# PROBLEM DESCRIPTION:
How many lines in the data below contain the string "HARRIS"? State that number only.

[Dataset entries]
= Beginning of Section =
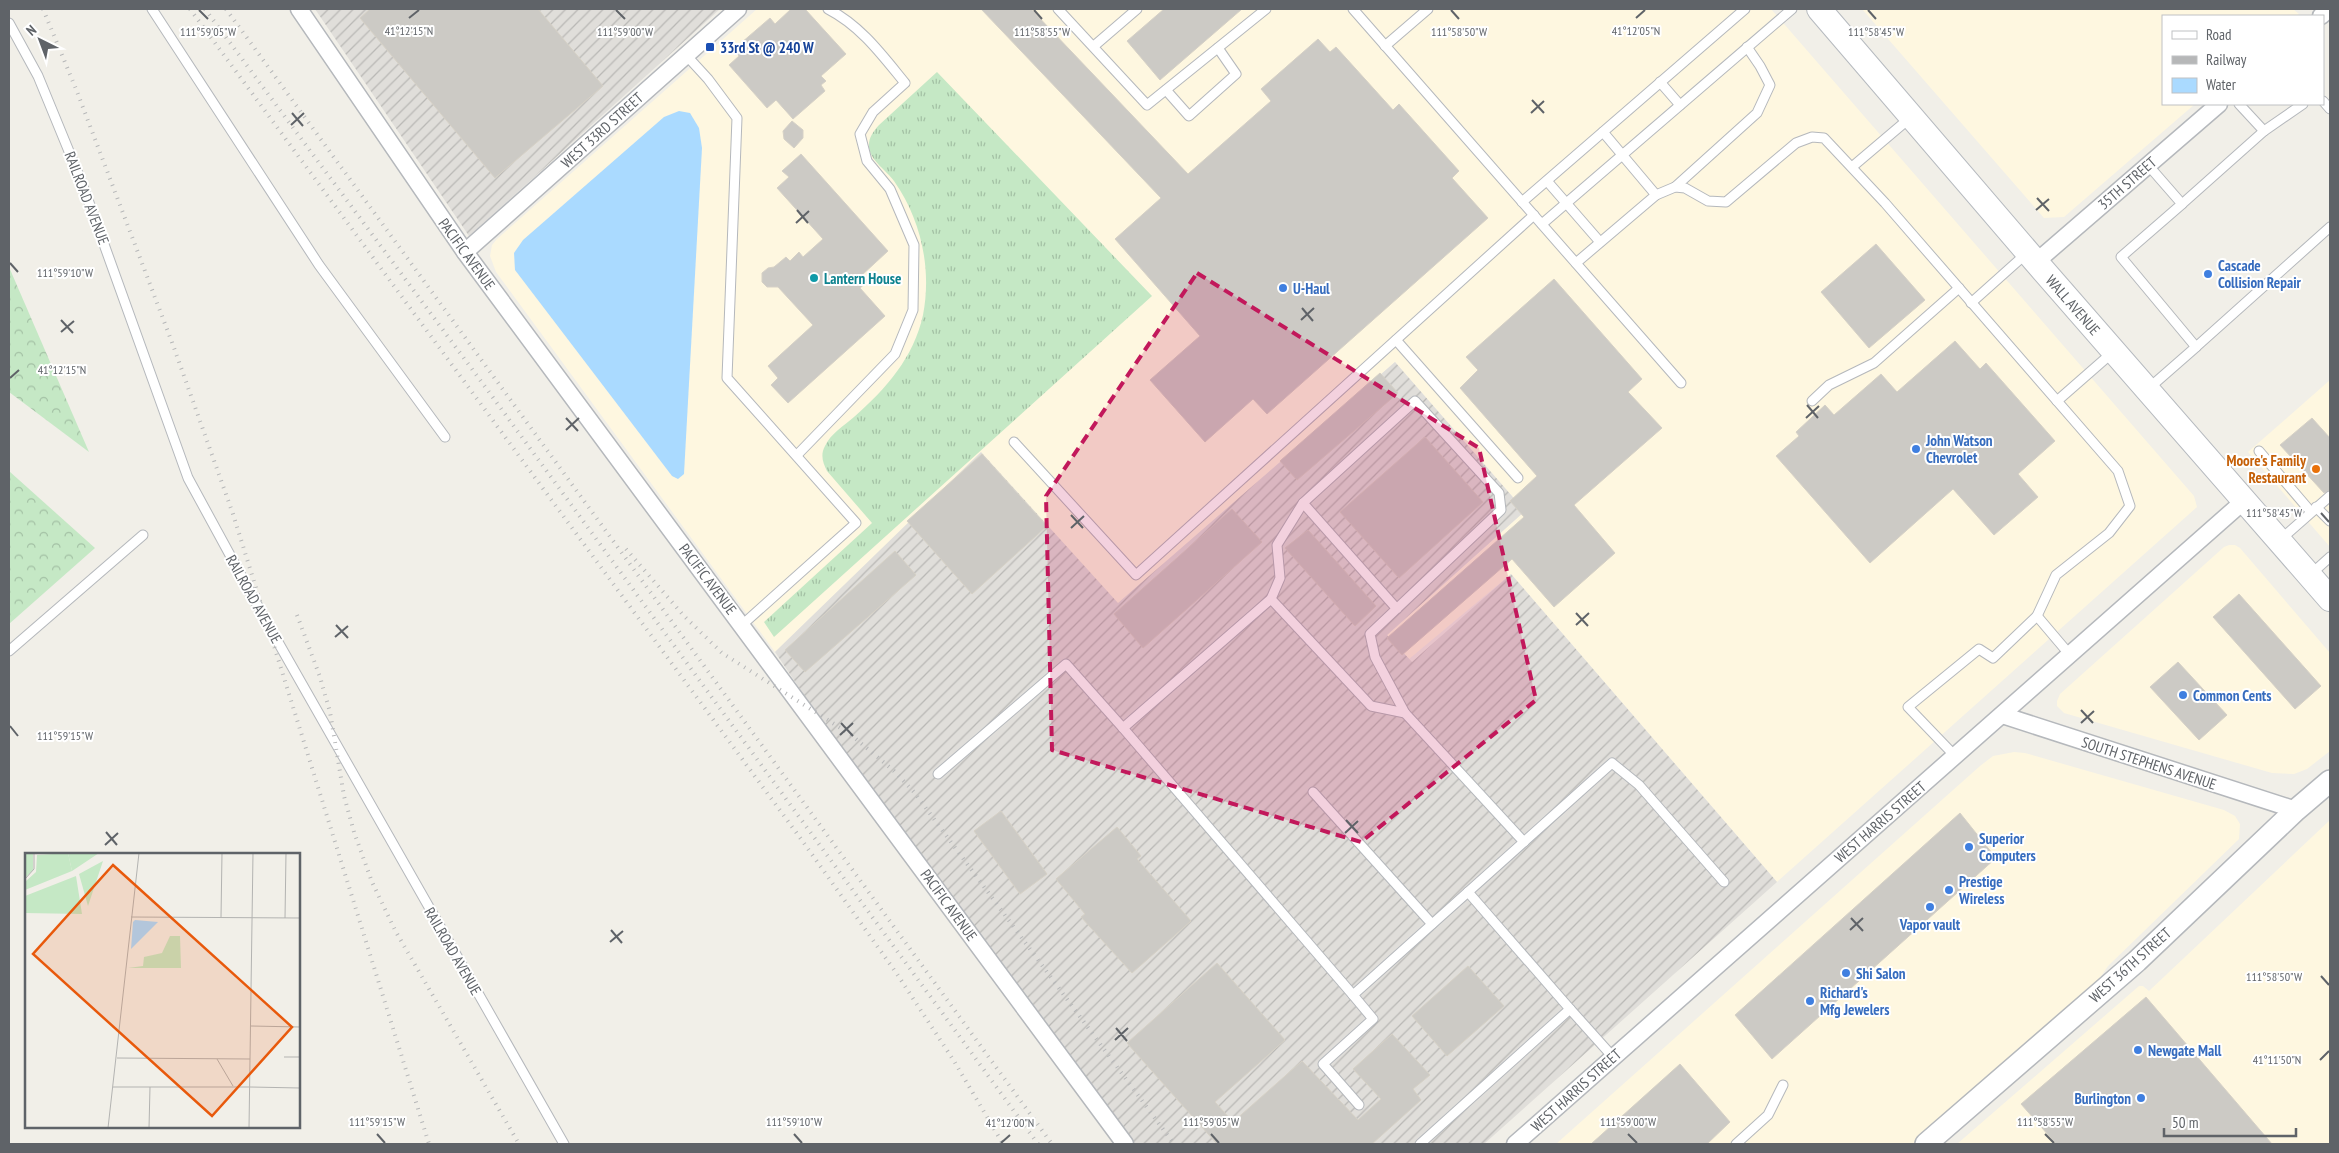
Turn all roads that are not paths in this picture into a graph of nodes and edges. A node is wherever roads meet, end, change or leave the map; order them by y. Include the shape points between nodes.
1 (152, 9) edge
2 (299, 9) edge
3 (738, 9) edge
4 (828, 9) edge
5 (1058, 9) edge
6 (1137, 9) edge
7 (1266, 9) edge
8 (1353, 9) edge
9 (1428, 9) edge
10 (1744, 9) edge
11 (1792, 9) edge
12 (1819, 9) edge
13 (9, 23) edge
14 (1094, 46) junction
15 (1385, 46) junction
16 (1747, 47) junction
17 (1218, 48) junction
18 (686, 55) junction
19 (1660, 82) junction
20 (1166, 90) junction
21 (1680, 105) junction
22 (2218, 105) edge
23 (2240, 105) edge
24 (2302, 105) edge
25 (1911, 117) junction
26 (2264, 131) junction
27 (1603, 132) junction
28 (1622, 155) junction
29 (2148, 165) junction
30 (1852, 168) junction
31 (1547, 181) junction
32 (1675, 187) junction
33 (1656, 195) junction
34 (1522, 202) junction
35 (1566, 203) junction
36 (2182, 204) junction
37 (1534, 215) junction
38 (1542, 224) junction
39 (2330, 227) edge
40 (1600, 242) junction
41 (465, 252) junction
42 (2032, 257) junction
43 (1576, 263) junction
44 (1959, 288) junction
45 (1972, 303) junction
46 (1396, 340) junction
47 (2196, 347) junction
48 (2114, 351) junction
49 (1681, 383) dead end
50 (2147, 390) junction
51 (1812, 401) dead end
52 (2057, 401) junction
53 (445, 437) dead end
54 (1014, 442) dead end
55 (2259, 450) dead end
56 (797, 455) junction
57 (1518, 478) dead end
58 (2330, 496) edge
59 (2245, 500) junction
60 (1303, 503) junction
61 (2314, 510) junction
62 (2330, 521) edge
63 (143, 535) dead end
64 (2280, 540) junction
65 (2330, 557) edge
66 (2310, 575) junction
67 (1271, 598) junction
68 (2330, 599) edge
69 (1397, 608) junction
70 (2037, 616) junction
71 (742, 625) junction
72 (9, 651) edge
73 (2070, 655) junction
74 (1406, 713) junction
75 (2002, 715) junction
76 (1123, 728) junction
77 (1955, 756) junction
78 (938, 774) dead end
79 (2330, 781) edge
80 (1314, 792) dead end
81 (2296, 810) junction
82 (1524, 842) junction
83 (1724, 882) dead end
84 (1468, 892) junction
85 (1432, 924) junction
86 (1353, 995) junction
87 (1570, 1009) junction
88 (1613, 1057) junction
89 (1783, 1084) dead end
90 (1359, 1105) dead end
91 (564, 1144) edge
92 (1125, 1144) edge
93 (1420, 1144) edge
94 (1515, 1144) edge
95 (1736, 1144) edge
96 (1926, 1144) edge

1 - 53 lane via 319,265
2 - 41 street, PACIFIC AVENUE
3 - 18 street, WEST 33RD STREET
4 - 56 lane via 847,18 863,32 905,83 873,112 860,134 867,162 890,189 914,244 913,310 894,354
5 - 14 lane
6 - 14 lane
7 - 17 lane
8 - 15 lane
9 - 15 lane
10 - 19 lane
11 - 16 lane
12 - 25 main road, WALL AVENUE
13 - 91 lane, RAILROAD AVENUE via 38,76 82,183 188,478 270,630
14 - 20 lane via 1147,105
15 - 34 lane
16 - 21 lane
16 - 32 lane via 1770,85 1766,97 1757,113
17 - 20 lane
17 - 20 lane via 1236,74 1188,116
18 - 41 street, WEST 33RD STREET
18 - 56 lane via 708,78 737,118 727,378
19 - 21 lane
19 - 27 lane
21 - 28 lane
22 - 29 street, 35TH STREET
23 - 26 lane
24 - 26 lane
25 - 30 lane
25 - 42 main road, WALL AVENUE
26 - 36 lane
27 - 28 lane
27 - 31 lane
28 - 33 lane
28 - 35 lane
29 - 36 lane
29 - 42 street, 35TH STREET
30 - 32 lane via 1824,138 1812,137 1796,143 1726,202 1708,201 1685,188
30 - 44 lane
31 - 34 lane
31 - 35 lane
32 - 33 lane
33 - 40 lane
34 - 37 lane
35 - 38 lane
35 - 40 lane
36 - 47 lane via 2121,257
37 - 38 lane
37 - 46 lane
38 - 43 lane
39 - 47 lane
40 - 43 lane
41 - 71 street, PACIFIC AVENUE
42 - 45 lane
42 - 48 main road, WALL AVENUE
43 - 49 lane
44 - 45 lane
44 - 51 lane via 1874,363 1829,385
45 - 52 lane
46 - 54 lane via 1136,575
46 - 57 lane
47 - 50 lane
48 - 50 main road, WALL AVENUE
48 - 52 lane
50 - 59 main road, WALL AVENUE
52 - 70 lane via 2118,470 2130,506 2109,533 2056,575
55 - 61 lane
56 - 71 lane via 856,523
58 - 61 lane
59 - 64 main road, WALL AVENUE
59 - 73 street, WEST HARRIS STREET
60 - 67 lane via 1277,545 1280,578
60 - 69 lane
60 - 69 lane via 1415,401 1498,493 1501,510
61 - 62 lane
61 - 64 lane
63 - 72 lane
64 - 66 main road, WALL AVENUE
65 - 66 lane
66 - 68 main road, WALL AVENUE
67 - 74 lane via 1371,706
67 - 76 lane
69 - 74 lane via 1370,634 1375,656
70 - 73 lane
70 - 77 lane via 1992,658 1979,649 1908,707
71 - 92 street, PACIFIC AVENUE
73 - 75 street, WEST HARRIS STREET
74 - 82 lane
75 - 77 street, WEST HARRIS STREET
75 - 81 street, SOUTH STEPHENS AVENUE
76 - 78 lane via 1066,664
76 - 86 lane
77 - 88 street, WEST HARRIS STREET
79 - 81 street, WEST 36TH STREET
80 - 85 lane
81 - 96 street, WEST 36TH STREET via 2137,961
82 - 83 lane via 1612,763 1639,785
82 - 84 lane
84 - 85 lane
84 - 87 lane
85 - 86 lane
86 - 90 lane via 1373,1019 1323,1064
87 - 88 lane
87 - 93 lane
88 - 94 street, WEST HARRIS STREET
89 - 95 lane via 1768,1115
= End of Section =
# OUTPUT BELOW:
5